◆ **Problem to work on**: Reproduce each record exactly, but exclude every picture.

◆ **The data**:
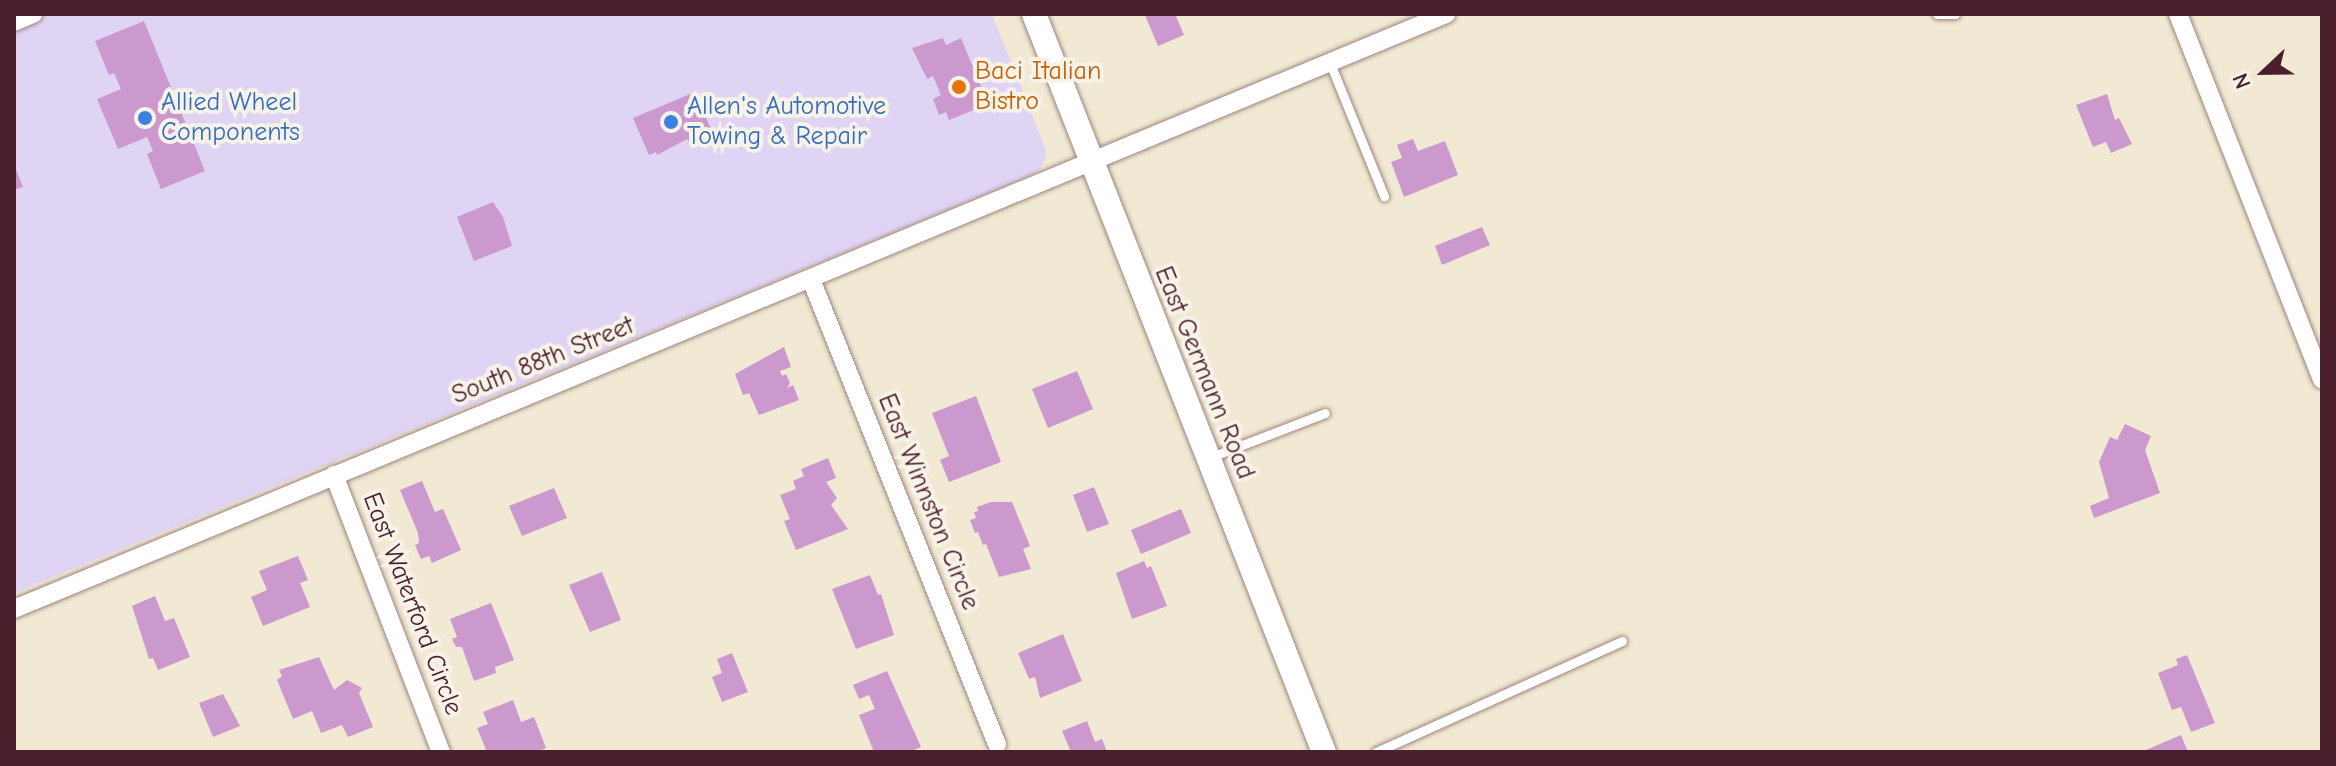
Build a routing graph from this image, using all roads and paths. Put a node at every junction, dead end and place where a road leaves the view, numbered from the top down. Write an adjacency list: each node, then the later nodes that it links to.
1 (33, 14): 7 (street)
2 (1034, 14): 9 (street, East Germann Road)
3 (1446, 14): 8 (street, South 88th Street)
4 (1937, 14): 5 (lane)
5 (1955, 14)
6 (2178, 14): 12 (street)
7 (14, 22)
8 (1330, 63): 9 (street, South 88th Street); 10 (lane)
9 (1091, 162): 11 (street, South 88th Street); 14 (street, East Germann Road)
10 (1384, 196)
11 (811, 279): 15 (street, South 88th Street); 18 (street, East Winnston Circle)
12 (2322, 380)
13 (1325, 413): 14 (lane)
14 (1208, 458): 20 (street, East Germann Road)
15 (334, 475): 16 (street, South 88th Street); 19 (street, East Waterford Circle)
16 (14, 609)
17 (1622, 641): 21 (lane)
18 (997, 744)
19 (441, 752)
20 (1324, 752)
21 (1376, 752)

◆ **Written response**:
Build a routing graph from this image, using all roads and paths. Put a node at every junction, dead end and place where a road leaves the view, numbered from the top down. Write an adjacency list: each node, then the later nodes that it links to.
1 (33, 14): 7 (street)
2 (1034, 14): 9 (street, East Germann Road)
3 (1446, 14): 8 (street, South 88th Street)
4 (1937, 14): 5 (lane)
5 (1955, 14)
6 (2178, 14): 12 (street)
7 (14, 22)
8 (1330, 63): 9 (street, South 88th Street); 10 (lane)
9 (1091, 162): 11 (street, South 88th Street); 14 (street, East Germann Road)
10 (1384, 196)
11 (811, 279): 15 (street, South 88th Street); 18 (street, East Winnston Circle)
12 (2322, 380)
13 (1325, 413): 14 (lane)
14 (1208, 458): 20 (street, East Germann Road)
15 (334, 475): 16 (street, South 88th Street); 19 (street, East Waterford Circle)
16 (14, 609)
17 (1622, 641): 21 (lane)
18 (997, 744)
19 (441, 752)
20 (1324, 752)
21 (1376, 752)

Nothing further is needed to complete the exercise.